Johanna Stahl, Winterthur Institute of Health Economics at the ZHAW
SHIFT comprises a total of eleven sub-projects. "They add up to a recipe full of transdisciplinary innovations that provides every hospital with the ingredients and procedures for digital transformation," says Johanna Stahl from the Winterthur Institute of Health Economics (WIG) at the ZHAW. Stahl is responsible for the operational management of the project. "In the first phase, we conceptualized the projects and identified the needs of all those involved." In the first phase in particular, it became clear that many technological innovations were being used in hospitals, but often without taking the overall organization into account. "Digital transformation projects are currently treated as IT projects," explains Stahl.
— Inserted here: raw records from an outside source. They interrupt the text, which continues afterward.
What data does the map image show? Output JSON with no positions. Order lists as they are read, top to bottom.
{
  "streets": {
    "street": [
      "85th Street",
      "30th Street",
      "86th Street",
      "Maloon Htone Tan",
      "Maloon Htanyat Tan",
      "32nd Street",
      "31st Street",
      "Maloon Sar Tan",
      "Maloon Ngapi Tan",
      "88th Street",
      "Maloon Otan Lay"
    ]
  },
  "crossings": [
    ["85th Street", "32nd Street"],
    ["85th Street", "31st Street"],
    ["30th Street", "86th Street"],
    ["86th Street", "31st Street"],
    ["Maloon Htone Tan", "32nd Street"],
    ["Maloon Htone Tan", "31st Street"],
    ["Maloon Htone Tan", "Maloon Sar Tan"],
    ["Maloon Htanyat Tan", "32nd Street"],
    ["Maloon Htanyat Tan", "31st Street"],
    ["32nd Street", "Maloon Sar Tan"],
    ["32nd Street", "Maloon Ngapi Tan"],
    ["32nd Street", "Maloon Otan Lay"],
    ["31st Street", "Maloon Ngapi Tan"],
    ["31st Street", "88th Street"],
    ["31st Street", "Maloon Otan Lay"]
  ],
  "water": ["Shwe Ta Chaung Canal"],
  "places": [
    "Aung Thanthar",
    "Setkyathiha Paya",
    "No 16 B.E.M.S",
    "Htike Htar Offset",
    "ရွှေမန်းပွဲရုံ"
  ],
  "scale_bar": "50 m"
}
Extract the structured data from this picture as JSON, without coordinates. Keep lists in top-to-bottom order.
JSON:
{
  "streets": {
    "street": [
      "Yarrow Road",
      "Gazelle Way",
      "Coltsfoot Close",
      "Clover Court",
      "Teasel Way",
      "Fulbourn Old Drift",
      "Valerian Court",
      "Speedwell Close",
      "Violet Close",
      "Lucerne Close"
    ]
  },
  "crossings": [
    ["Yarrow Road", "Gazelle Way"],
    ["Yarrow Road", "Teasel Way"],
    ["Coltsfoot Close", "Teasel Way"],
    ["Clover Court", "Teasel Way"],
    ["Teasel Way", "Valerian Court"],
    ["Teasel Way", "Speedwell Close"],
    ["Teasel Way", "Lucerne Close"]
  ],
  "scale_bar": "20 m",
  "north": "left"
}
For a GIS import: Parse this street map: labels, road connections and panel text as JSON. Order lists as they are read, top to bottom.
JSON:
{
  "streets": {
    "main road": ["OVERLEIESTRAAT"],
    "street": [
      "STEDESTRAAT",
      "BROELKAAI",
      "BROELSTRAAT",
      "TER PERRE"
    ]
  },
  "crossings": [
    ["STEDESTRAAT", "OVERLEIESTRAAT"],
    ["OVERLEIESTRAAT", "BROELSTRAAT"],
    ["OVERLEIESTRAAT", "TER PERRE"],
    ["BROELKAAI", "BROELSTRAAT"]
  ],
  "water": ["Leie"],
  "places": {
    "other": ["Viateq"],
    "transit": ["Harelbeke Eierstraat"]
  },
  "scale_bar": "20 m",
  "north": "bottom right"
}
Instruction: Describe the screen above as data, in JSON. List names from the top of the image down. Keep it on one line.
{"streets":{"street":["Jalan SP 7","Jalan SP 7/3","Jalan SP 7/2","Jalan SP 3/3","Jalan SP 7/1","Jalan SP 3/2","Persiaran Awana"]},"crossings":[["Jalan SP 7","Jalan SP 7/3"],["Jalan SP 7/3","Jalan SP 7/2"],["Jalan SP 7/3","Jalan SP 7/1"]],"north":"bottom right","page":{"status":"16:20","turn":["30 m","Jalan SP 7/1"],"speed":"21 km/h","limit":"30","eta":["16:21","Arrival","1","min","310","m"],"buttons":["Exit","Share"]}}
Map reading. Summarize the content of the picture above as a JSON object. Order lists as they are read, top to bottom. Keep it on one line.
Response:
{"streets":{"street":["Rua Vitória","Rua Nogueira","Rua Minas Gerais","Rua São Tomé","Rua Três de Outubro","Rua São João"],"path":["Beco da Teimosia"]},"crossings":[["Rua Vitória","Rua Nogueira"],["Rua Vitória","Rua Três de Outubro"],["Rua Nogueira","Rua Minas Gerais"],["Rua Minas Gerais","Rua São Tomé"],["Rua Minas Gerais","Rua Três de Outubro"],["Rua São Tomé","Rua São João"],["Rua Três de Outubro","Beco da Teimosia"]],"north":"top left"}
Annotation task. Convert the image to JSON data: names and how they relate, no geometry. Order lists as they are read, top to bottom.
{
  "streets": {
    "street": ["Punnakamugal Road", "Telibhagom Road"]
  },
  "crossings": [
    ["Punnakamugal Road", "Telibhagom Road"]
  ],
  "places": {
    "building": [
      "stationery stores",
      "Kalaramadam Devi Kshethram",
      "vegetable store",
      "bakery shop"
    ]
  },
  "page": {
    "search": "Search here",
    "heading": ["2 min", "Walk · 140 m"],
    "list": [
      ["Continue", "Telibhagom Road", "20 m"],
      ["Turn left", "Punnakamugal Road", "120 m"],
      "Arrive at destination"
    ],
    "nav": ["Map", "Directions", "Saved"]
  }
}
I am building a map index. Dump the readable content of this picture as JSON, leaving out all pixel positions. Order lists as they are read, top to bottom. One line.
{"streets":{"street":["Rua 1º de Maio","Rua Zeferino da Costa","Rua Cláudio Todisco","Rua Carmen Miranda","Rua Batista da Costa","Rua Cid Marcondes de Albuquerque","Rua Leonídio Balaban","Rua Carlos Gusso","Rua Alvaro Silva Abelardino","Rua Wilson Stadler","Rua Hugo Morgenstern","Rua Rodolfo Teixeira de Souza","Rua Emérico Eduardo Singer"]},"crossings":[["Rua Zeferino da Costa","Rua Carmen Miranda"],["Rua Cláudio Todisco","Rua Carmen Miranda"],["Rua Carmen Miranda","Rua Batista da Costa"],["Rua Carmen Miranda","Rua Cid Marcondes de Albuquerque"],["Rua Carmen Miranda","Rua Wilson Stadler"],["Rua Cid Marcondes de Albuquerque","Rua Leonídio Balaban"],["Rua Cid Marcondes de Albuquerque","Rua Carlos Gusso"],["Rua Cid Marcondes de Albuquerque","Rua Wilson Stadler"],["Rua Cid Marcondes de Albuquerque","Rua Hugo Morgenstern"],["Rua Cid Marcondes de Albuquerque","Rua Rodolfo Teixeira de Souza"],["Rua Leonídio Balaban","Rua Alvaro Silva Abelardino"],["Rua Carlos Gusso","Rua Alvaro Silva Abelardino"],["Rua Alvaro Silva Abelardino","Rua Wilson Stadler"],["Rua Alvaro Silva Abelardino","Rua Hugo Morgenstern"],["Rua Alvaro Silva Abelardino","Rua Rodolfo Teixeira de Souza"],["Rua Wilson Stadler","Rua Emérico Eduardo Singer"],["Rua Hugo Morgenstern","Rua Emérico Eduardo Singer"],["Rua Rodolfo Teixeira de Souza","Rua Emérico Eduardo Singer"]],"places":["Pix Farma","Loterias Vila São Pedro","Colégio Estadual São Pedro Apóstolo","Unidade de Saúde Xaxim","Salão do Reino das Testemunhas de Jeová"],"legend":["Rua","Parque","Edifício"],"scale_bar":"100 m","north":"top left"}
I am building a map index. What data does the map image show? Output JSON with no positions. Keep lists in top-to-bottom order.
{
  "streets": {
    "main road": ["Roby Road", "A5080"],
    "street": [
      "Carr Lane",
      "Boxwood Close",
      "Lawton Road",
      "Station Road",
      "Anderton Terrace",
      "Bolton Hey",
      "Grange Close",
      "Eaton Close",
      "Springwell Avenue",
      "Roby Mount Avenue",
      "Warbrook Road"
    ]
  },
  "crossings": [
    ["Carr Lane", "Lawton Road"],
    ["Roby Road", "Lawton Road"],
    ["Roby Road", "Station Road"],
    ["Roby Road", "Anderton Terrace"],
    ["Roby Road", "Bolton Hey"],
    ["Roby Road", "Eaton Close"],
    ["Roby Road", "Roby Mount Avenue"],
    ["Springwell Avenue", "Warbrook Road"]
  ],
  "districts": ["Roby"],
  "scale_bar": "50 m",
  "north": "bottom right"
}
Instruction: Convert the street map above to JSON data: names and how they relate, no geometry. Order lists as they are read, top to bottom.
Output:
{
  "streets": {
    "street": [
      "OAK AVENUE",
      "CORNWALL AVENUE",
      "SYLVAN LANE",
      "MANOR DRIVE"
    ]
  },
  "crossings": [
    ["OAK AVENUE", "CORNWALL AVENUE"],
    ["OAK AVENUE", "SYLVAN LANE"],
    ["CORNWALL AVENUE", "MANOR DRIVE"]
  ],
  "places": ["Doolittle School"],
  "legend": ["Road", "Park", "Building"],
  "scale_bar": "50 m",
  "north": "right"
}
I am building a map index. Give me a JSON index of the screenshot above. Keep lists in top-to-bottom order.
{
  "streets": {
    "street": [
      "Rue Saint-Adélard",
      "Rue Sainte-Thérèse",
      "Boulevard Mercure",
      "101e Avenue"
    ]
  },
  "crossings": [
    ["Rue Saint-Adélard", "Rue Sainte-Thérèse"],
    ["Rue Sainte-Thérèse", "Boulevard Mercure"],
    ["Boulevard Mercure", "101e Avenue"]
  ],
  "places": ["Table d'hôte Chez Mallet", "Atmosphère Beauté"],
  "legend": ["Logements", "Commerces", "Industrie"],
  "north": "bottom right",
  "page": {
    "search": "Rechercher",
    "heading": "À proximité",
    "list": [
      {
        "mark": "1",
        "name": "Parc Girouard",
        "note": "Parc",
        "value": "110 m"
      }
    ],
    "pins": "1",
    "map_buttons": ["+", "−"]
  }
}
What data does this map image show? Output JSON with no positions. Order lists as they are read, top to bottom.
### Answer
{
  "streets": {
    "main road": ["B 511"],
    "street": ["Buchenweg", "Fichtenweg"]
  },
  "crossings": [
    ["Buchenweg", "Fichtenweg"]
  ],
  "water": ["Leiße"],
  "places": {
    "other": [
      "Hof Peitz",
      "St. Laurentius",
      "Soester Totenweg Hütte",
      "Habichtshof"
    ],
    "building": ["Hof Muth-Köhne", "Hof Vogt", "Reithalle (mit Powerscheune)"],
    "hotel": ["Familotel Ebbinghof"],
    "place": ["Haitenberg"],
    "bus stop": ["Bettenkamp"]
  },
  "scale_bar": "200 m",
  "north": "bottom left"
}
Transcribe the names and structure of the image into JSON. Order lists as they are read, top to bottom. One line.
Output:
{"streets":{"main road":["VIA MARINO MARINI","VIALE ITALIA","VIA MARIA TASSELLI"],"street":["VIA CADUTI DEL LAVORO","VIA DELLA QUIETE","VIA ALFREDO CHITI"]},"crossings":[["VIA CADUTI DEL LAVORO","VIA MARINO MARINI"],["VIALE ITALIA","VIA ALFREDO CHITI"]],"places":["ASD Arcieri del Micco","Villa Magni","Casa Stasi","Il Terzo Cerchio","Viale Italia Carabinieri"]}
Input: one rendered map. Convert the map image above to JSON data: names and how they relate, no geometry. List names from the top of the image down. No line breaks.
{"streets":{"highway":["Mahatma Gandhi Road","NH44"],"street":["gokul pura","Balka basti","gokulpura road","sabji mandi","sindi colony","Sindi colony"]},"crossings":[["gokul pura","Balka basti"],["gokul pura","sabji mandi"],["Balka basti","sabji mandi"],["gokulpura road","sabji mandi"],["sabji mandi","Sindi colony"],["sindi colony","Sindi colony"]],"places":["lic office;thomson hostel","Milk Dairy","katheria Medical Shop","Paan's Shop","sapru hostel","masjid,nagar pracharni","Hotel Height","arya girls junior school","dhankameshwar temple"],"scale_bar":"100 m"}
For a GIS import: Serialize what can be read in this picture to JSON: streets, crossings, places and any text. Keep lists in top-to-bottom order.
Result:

The focus on people and on the change process in general is not sufficiently taken into account. "At SHIFT, we work in a needs-oriented way and clarify, for example, how we can create acceptance for artificial intelligence and virtual reality among staff and patients."
Research is also being carried out into how the many processes involved in everyday hospital life can be made more efficient and effective. Stahl illustrates this with an example: "If I enter hospital as a woman of a certain age, I have to answer the question of whether I am pregnant with every new contact person. This information could be recorded once and passed on to all hospital units." Technological support for processes would give medical staff more time for their core tasks. The final and decisive SHIFT phase will start next year, when the results from the pilot projects will be implemented on a sustainable basis - the recipe must prove itself.
SHIFT stands for "Smart Hospital - Integrated Framework, Tools & Solutions". This is an Innosuisse flagship project, which is being led by the ZHAW from January 2022 to June 2025 with four research partners (University Hospital Basel, Universities of Basel and Zurich, University of Applied Sciences Northwestern Switzerland), 20 hospitals and 24 industry partners to investigate how digital transformation can be implemented in hospitals. The results are intended to create a template for the entire healthcare system. The CHF 5.7 million project, led by ZHAW professors Alfred Angerer (Head of Healthcare Management at the Winterthur Institute of Health Economics) and Sven Hirsch (Head of the ZHAW Digital Health Lab), comprises eleven sub-projects that can be divided into three areas:
Innosuisse promotes innovation in system-relevant areas with the Flagship Initiative. SHIFT is one of 15 research projects approved as part of the 2021 flagship call for proposals. At the end of June, the SHIFT project was awarded the Prix d'excellence santeneXt, which honors excellence in the field of healthcare innovation and digital transformation. The contents of all sub-projects developed to date can be viewed on the SHIFT knowledge platform.